(DATA SUPPLIED begins)

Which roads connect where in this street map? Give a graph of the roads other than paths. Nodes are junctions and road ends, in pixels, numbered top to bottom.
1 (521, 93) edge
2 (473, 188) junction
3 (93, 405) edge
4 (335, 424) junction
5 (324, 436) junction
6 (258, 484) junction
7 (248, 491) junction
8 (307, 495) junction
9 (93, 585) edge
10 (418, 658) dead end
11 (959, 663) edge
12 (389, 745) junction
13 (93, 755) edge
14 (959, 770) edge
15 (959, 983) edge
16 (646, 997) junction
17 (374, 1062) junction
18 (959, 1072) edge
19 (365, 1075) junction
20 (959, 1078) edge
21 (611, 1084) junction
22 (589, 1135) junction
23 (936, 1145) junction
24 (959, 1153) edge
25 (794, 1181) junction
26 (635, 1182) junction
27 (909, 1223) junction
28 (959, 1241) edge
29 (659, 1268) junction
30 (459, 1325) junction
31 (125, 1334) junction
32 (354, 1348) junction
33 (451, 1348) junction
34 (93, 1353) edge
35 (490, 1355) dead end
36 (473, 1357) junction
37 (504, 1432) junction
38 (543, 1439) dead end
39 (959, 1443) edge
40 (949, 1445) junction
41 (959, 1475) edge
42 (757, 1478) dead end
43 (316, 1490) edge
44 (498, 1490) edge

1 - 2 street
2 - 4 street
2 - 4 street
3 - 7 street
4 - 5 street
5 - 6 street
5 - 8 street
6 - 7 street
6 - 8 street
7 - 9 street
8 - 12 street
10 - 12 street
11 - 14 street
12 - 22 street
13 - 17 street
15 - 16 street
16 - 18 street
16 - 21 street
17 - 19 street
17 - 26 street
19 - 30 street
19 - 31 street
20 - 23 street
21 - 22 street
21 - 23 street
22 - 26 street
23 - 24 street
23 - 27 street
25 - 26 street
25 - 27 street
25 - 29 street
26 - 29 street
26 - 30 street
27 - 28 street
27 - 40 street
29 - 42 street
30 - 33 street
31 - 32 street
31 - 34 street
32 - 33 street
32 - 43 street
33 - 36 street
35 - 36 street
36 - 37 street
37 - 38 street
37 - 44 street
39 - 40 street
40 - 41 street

(DATA SUPPLIED ends)

Output the records once more, exactly as they stand.

*TASK OUTPUT*
Which roads connect where in this street map? Give a graph of the roads other than paths. Nodes are junctions and road ends, in pixels, numbered top to bottom.
1 (521, 93) edge
2 (473, 188) junction
3 (93, 405) edge
4 (335, 424) junction
5 (324, 436) junction
6 (258, 484) junction
7 (248, 491) junction
8 (307, 495) junction
9 (93, 585) edge
10 (418, 658) dead end
11 (959, 663) edge
12 (389, 745) junction
13 (93, 755) edge
14 (959, 770) edge
15 (959, 983) edge
16 (646, 997) junction
17 (374, 1062) junction
18 (959, 1072) edge
19 (365, 1075) junction
20 (959, 1078) edge
21 (611, 1084) junction
22 (589, 1135) junction
23 (936, 1145) junction
24 (959, 1153) edge
25 (794, 1181) junction
26 (635, 1182) junction
27 (909, 1223) junction
28 (959, 1241) edge
29 (659, 1268) junction
30 (459, 1325) junction
31 (125, 1334) junction
32 (354, 1348) junction
33 (451, 1348) junction
34 (93, 1353) edge
35 (490, 1355) dead end
36 (473, 1357) junction
37 (504, 1432) junction
38 (543, 1439) dead end
39 (959, 1443) edge
40 (949, 1445) junction
41 (959, 1475) edge
42 (757, 1478) dead end
43 (316, 1490) edge
44 (498, 1490) edge

1 - 2 street
2 - 4 street
2 - 4 street
3 - 7 street
4 - 5 street
5 - 6 street
5 - 8 street
6 - 7 street
6 - 8 street
7 - 9 street
8 - 12 street
10 - 12 street
11 - 14 street
12 - 22 street
13 - 17 street
15 - 16 street
16 - 18 street
16 - 21 street
17 - 19 street
17 - 26 street
19 - 30 street
19 - 31 street
20 - 23 street
21 - 22 street
21 - 23 street
22 - 26 street
23 - 24 street
23 - 27 street
25 - 26 street
25 - 27 street
25 - 29 street
26 - 29 street
26 - 30 street
27 - 28 street
27 - 40 street
29 - 42 street
30 - 33 street
31 - 32 street
31 - 34 street
32 - 33 street
32 - 43 street
33 - 36 street
35 - 36 street
36 - 37 street
37 - 38 street
37 - 44 street
39 - 40 street
40 - 41 street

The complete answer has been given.